Please return the data word for word and leave out any picture it contains.

►

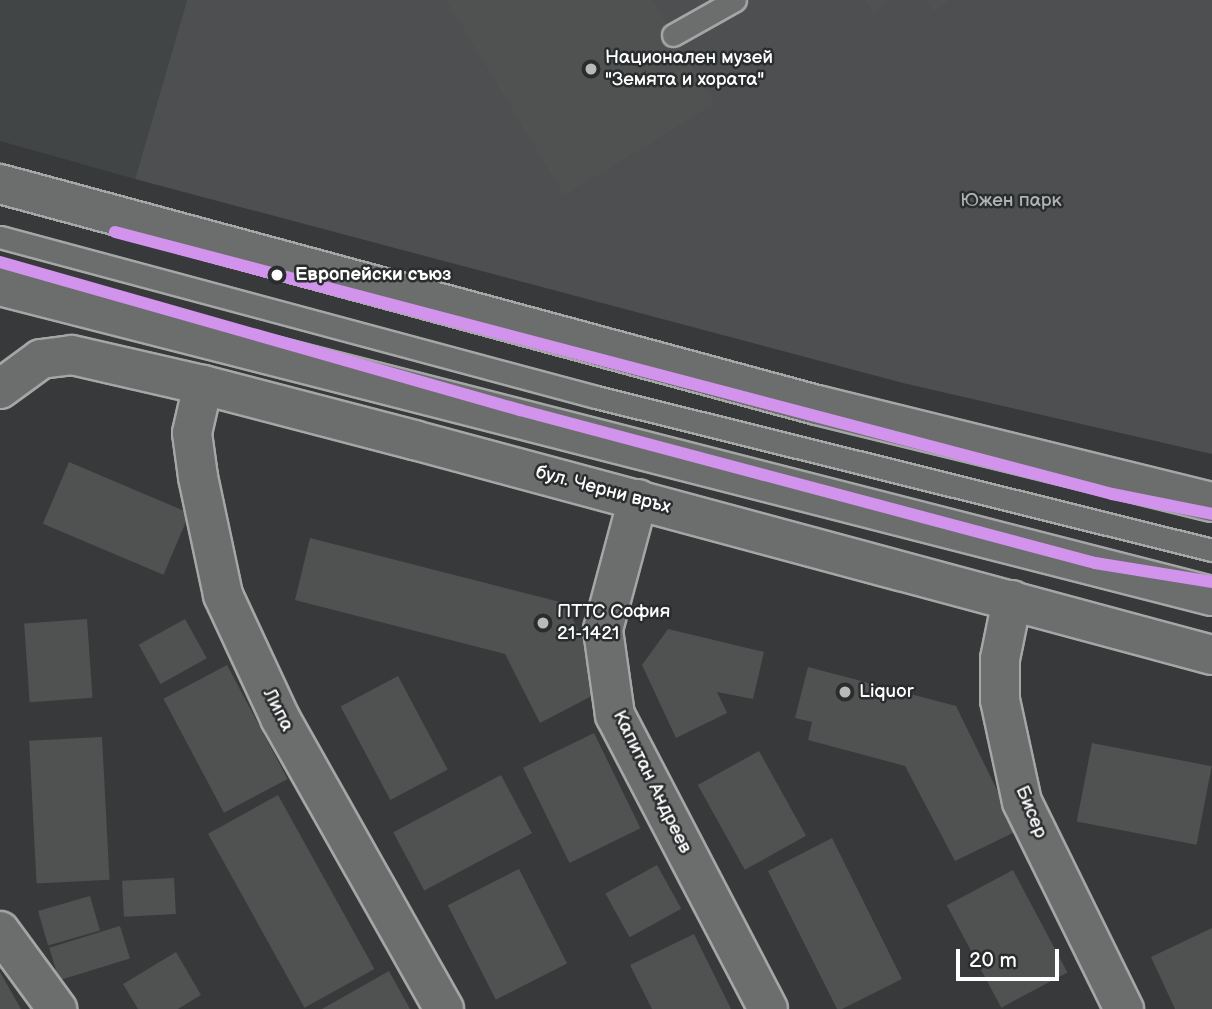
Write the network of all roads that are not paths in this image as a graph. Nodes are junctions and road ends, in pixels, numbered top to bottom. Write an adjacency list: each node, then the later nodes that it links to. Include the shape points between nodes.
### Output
1 (735, 0): 2 (lane)
2 (673, 35)
3 (0, 184): 9 (street, via 817,405)
4 (0, 237): 10 (lane, via 596,397)
5 (0, 285): 11 (street)
6 (203, 385): 7 (street, бул. Черни връх, via 58,355 41,359); 8 (street, бул. Черни връх); 16 (street, Липа, via 192,433 223,595 280,718)
7 (0, 389)
8 (638, 499): 12 (street, бул. Черни връх); 17 (street, Капитан Андреев, via 603,629 615,715)
9 (1212, 502)
10 (1212, 550)
11 (1212, 596)
12 (1012, 600): 13 (street, бул. Черни връх); 18 (street, Бисер, via 1000,659 1000,700 1023,802)
13 (1212, 655)
14 (0, 931): 15 (street)
15 (57, 1009)
16 (444, 1009)
17 (768, 1009)
18 (1124, 1009)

◄

• _Answer for the task_
Write the network of all roads that are not paths in this image as a graph. Nodes are junctions and road ends, in pixels, numbered top to bottom. Write an adjacency list: each node, then the later nodes that it links to. Include the shape points between nodes.
### Output
1 (735, 0): 2 (lane)
2 (673, 35)
3 (0, 184): 9 (street, via 817,405)
4 (0, 237): 10 (lane, via 596,397)
5 (0, 285): 11 (street)
6 (203, 385): 7 (street, бул. Черни връх, via 58,355 41,359); 8 (street, бул. Черни връх); 16 (street, Липа, via 192,433 223,595 280,718)
7 (0, 389)
8 (638, 499): 12 (street, бул. Черни връх); 17 (street, Капитан Андреев, via 603,629 615,715)
9 (1212, 502)
10 (1212, 550)
11 (1212, 596)
12 (1012, 600): 13 (street, бул. Черни връх); 18 (street, Бисер, via 1000,659 1000,700 1023,802)
13 (1212, 655)
14 (0, 931): 15 (street)
15 (57, 1009)
16 (444, 1009)
17 (768, 1009)
18 (1124, 1009)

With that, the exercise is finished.